[lbo-talk] Marriage, Gay Marriage, and Seperate But Equal

Wojtek Sokolowski sokol at jhu.edu
Wed Feb 11 14:20:57 PST 2004


Justin:
> OK, W, I will try to explain. Back in 1896, in Plessy
> v. Ferguson, the Supreme Court upheld "seperate but
> equal" in public accommodations. The Court wrote that
> there was no badge of inferioririty in the seperation,
> except insofar as the colored put that construction on
> it themselves. The great Justice Harlan, dissenting,
> correctly explained that seperate but equal was
> designed to protect "a dominant race -- superior
> class of citizens" while imposing "a badge of
> servitude" on Blacks.
>

That analogy would work only if we assumed that the gay and het unions were of different kinds. But I explicitly argued for a two-stage approach to ANY union, both gay and het: the civil union stage sanctioned by courts, followed by the optional moral union sanctioned by whatever moral authority one chooses. This way, gay and het civil unions would not be separate, but in fact, of the same kind.

Perhaps I am misinterpreting the US legal system, but such two-tier system is already in place. When I got married in PA I first had to go court to bring all necessary documentation and having a license issued, which then I took to an acceptable to the Commonwealth "master of ceremony" who administered the vows (which in our case was a district justice, but it could have been a religious figure, had we so chosen).

What is more, Poland had a similar system - the only legally recognized "marriage" was a civil union sanctioned by the local Office of Civil Affairs, and that union could be optionally followed by a religious ceremony. The reason of establishing such union, and the Office of Civil Affairs in general, was to do away with separate (and not so equal) marriages administered by religious authorities. In fact, in the pre-socialist Poland, all civil functions (marriages, births, deaths, etc) were administered by appropriate religious officials (Catholic, Jewish, Protestant, etc.) and one could not legally marry outside organized religion. So for example, if a Jew wanted to marry a Catholic, one had to convert (you guess which). In that context, establishing a civil union administered by the state rather than a religious authority was in fact abolition of religious apartheid. Needless to say that many people did not recognize such "civil unions" as "marriage" unless they were followed by a church wedding - but such wedding was a pure formality that did not carry any weight (i.e. in order to re-marry all you had to do was obtaining a civil divorce from a court; of course, the Catholic Church would not give you one, but that did not prevent you from entering another civil union, you could even get blessings from another church if you lied to the priest, there was no legal penalties for that).

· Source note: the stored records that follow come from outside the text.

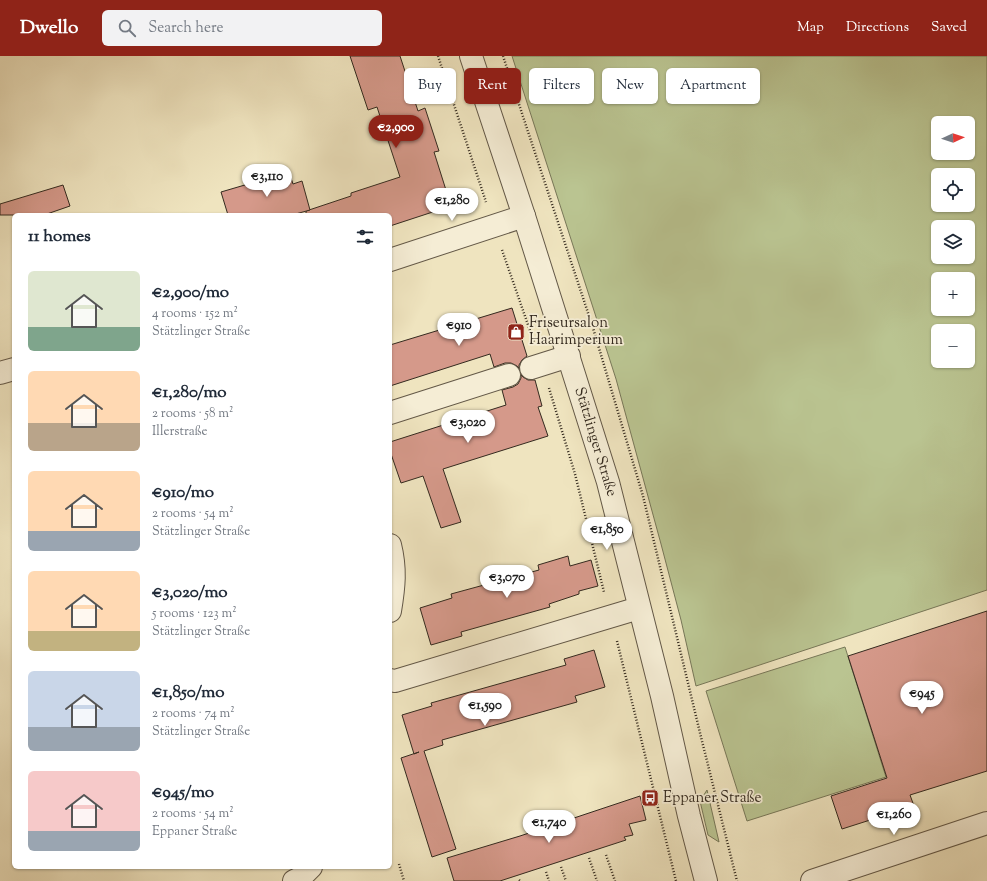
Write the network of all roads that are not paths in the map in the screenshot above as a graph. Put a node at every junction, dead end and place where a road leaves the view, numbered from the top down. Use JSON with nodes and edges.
{"nodes":[{"id":1,"x":471,"y":56,"type":"edge"},
{"id":2,"x":524,"y":216,"type":"junction"},
{"id":3,"x":392,"y":259,"type":"edge"},
{"id":4,"x":568,"y":356,"type":"junction"},
{"id":5,"x":536,"y":367,"type":"road end"},
{"id":6,"x":12,"y":370,"type":"edge"},
{"id":7,"x":0,"y":373,"type":"edge"},
{"id":8,"x":509,"y":375,"type":"dead end"},
{"id":9,"x":392,"y":412,"type":"edge"},
{"id":10,"x":392,"y":554,"type":"edge"},
{"id":11,"x":392,"y":599,"type":"edge"},
{"id":12,"x":639,"y":608,"type":"junction"},
{"id":13,"x":392,"y":680,"type":"edge"},
{"id":14,"x":987,"y":823,"type":"edge"},
{"id":15,"x":309,"y":869,"type":"edge"},
{"id":16,"x":294,"y":881,"type":"edge"},
{"id":17,"x":706,"y":881,"type":"edge"},
{"id":18,"x":812,"y":881,"type":"edge"}],
"edges":[{"from":1,"to":2,"type":"street","name":"Stätzlinger Straße"},
{"from":2,"to":3,"type":"street"},
{"from":2,"to":4,"type":"street","name":"Stätzlinger Straße"},
{"from":4,"to":5,"type":"street"},
{"from":4,"to":12,"type":"street","name":"Stätzlinger Straße"},
{"from":6,"to":7,"type":"street"},
{"from":8,"to":9,"type":"street"},
{"from":10,"to":11,"type":"street"},
{"from":12,"to":13,"type":"street"},
{"from":12,"to":17,"type":"street","name":"Stätzlinger Straße"},
{"from":14,"to":18,"type":"street"},
{"from":15,"to":16,"type":"street"}]}
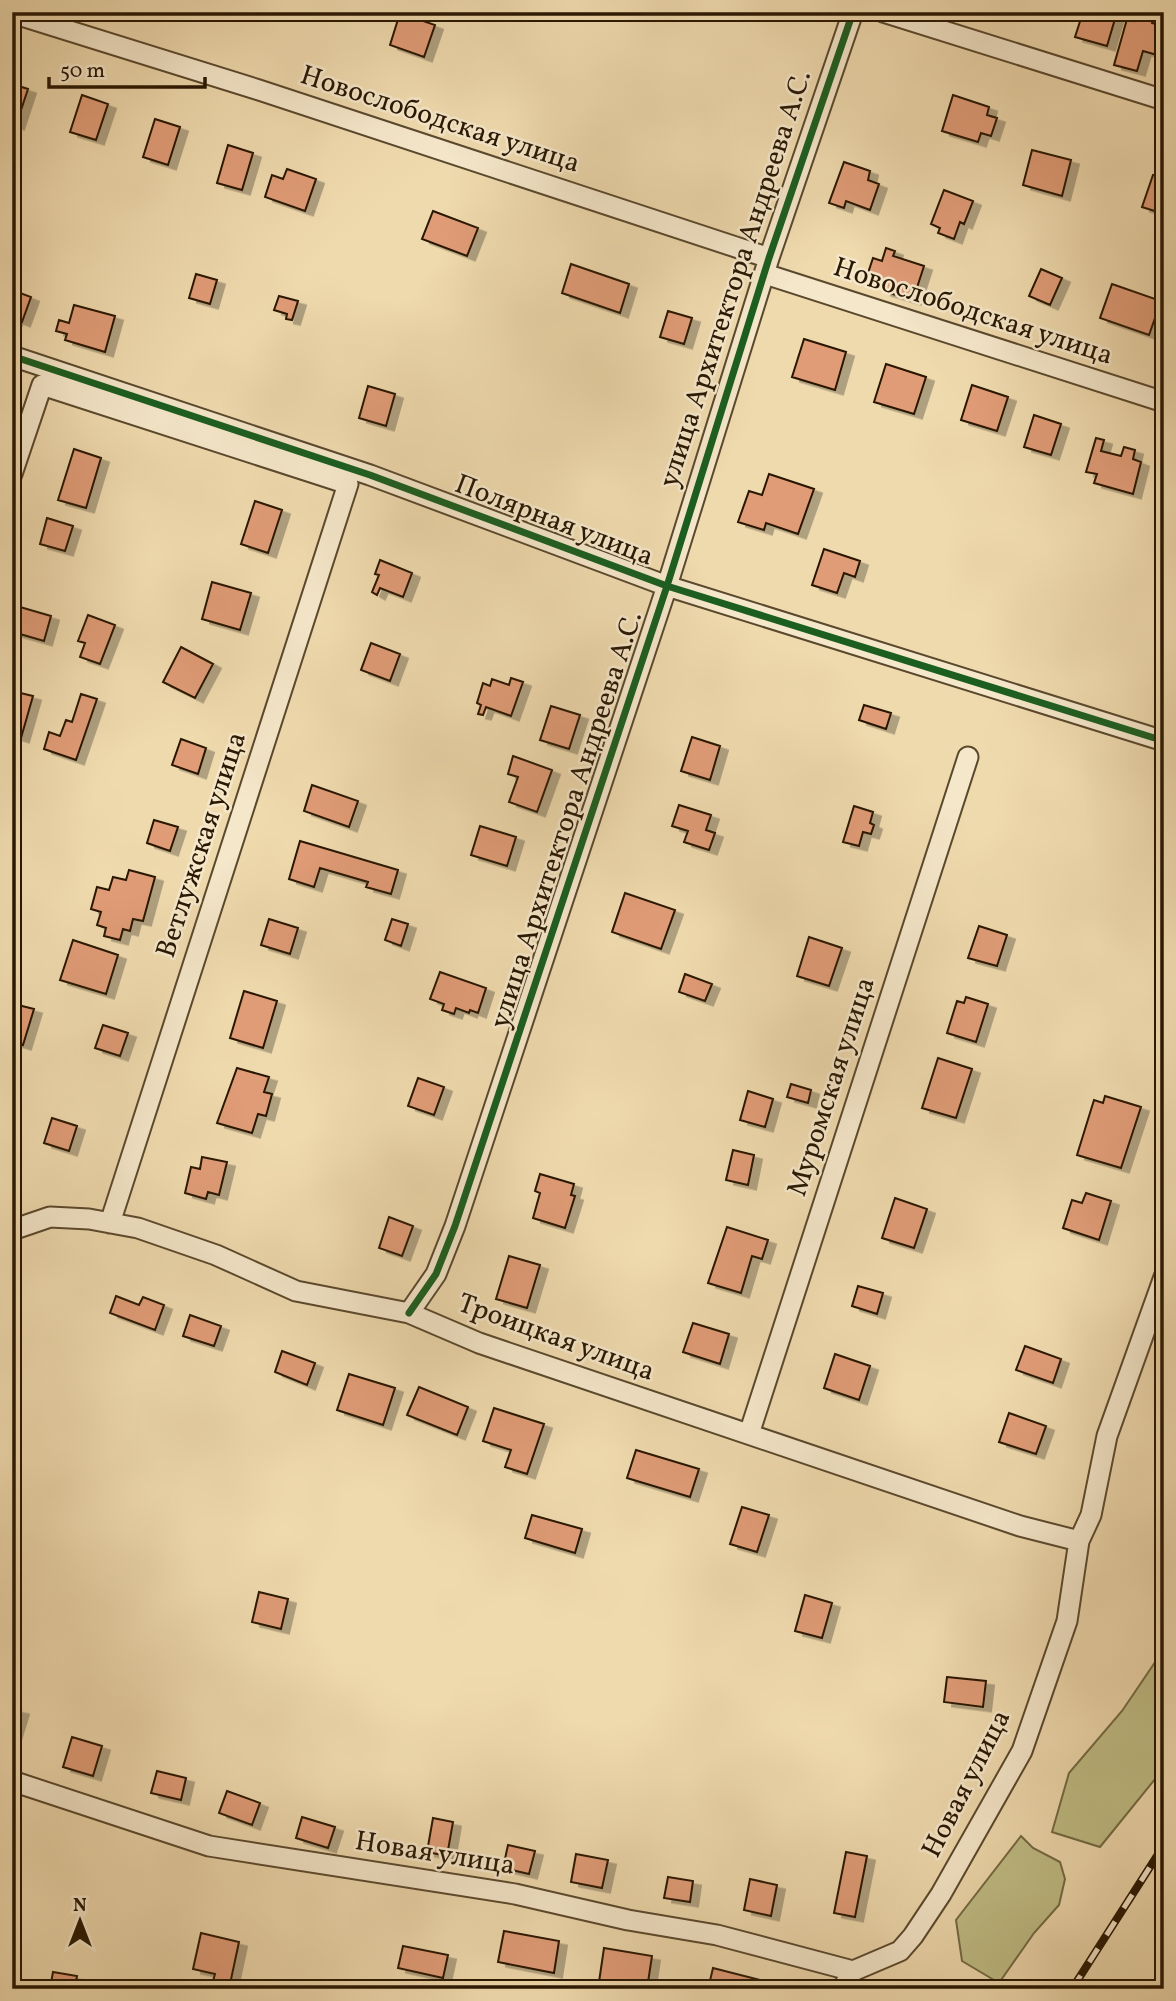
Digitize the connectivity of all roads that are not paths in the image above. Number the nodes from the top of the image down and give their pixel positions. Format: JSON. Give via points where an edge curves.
{"nodes":[{"id":1,"x":853,"y":12,"type":"edge"},
{"id":2,"x":883,"y":12,"type":"edge"},
{"id":3,"x":12,"y":13,"type":"edge"},
{"id":4,"x":1164,"y":100,"type":"edge"},
{"id":5,"x":767,"y":266,"type":"junction"},
{"id":6,"x":12,"y":356,"type":"edge"},
{"id":7,"x":1164,"y":402,"type":"edge"},
{"id":8,"x":12,"y":474,"type":"edge"},
{"id":9,"x":667,"y":586,"type":"junction"},
{"id":10,"x":1164,"y":741,"type":"edge"},
{"id":11,"x":968,"y":757,"type":"dead end"},
{"id":12,"x":110,"y":1223,"type":"junction"},
{"id":13,"x":12,"y":1230,"type":"edge"},
{"id":14,"x":1164,"y":1277,"type":"edge"},
{"id":15,"x":409,"y":1313,"type":"junction"},
{"id":16,"x":749,"y":1434,"type":"junction"},
{"id":17,"x":1079,"y":1541,"type":"junction"},
{"id":18,"x":12,"y":1781,"type":"edge"},
{"id":19,"x":853,"y":1971,"type":"junction"},
{"id":20,"x":842,"y":1989,"type":"edge"}],
"edges":[{"from":1,"to":5,"type":"street","name":"улица Архитектора Андреева А.С."},
{"from":2,"to":4,"type":"street"},
{"from":3,"to":5,"type":"street","name":"Новослободская улица","via":[[260,90]]},
{"from":5,"to":7,"type":"street","name":"Новослободская улица"},
{"from":5,"to":9,"type":"street","name":"улица Архитектора Андреева А.С."},
{"from":6,"to":9,"type":"street","name":"Полярная улица","via":[[370,475]]},
{"from":8,"to":12,"type":"street","name":"Ветлужская улица","via":[[42,385],[348,484]]},
{"from":9,"to":10,"type":"street","name":"Полярная улица"},
{"from":9,"to":15,"type":"street","name":"улица Архитектора Андреева А.С.","via":[[455,1226],[436,1274]]},
{"from":11,"to":16,"type":"street","name":"Муромская улица"},
{"from":12,"to":13,"type":"street","name":"Троицкая улица","via":[[50,1217]]},
{"from":12,"to":15,"type":"street","name":"Троицкая улица","via":[[216,1255],[296,1291]]},
{"from":14,"to":17,"type":"street","via":[[1117,1402],[1091,1515]]},
{"from":15,"to":16,"type":"street","name":"Троицкая улица","via":[[479,1343]]},
{"from":16,"to":17,"type":"street","name":"Троицкая улица","via":[[1020,1526]]},
{"from":17,"to":19,"type":"street","name":"Новая улица","via":[[1067,1621],[1022,1751],[913,1936],[900,1951]]},
{"from":18,"to":19,"type":"street","name":"Новая улица","via":[[209,1846],[515,1894],[717,1935]]},
{"from":19,"to":20,"type":"street"}]}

I also think that creating a two-stage system - civil sanctioned by state, and optional moral - for all couples (gay and het) is politically feasible, because it would gibe the gay couples legal rights which they do not currently have, and at he same time was palatable to the right wing fatheads on the grounds that it would "remove the state" from the "sacred" institutions of marriage. In other words, whether you are a same sex or hetero couple, the state would only give you a civil union license, accompanied by certain legal rights. But if you wanted to enter a 'holy matrimony' , you would have to go to a sky pilot of one sort or another.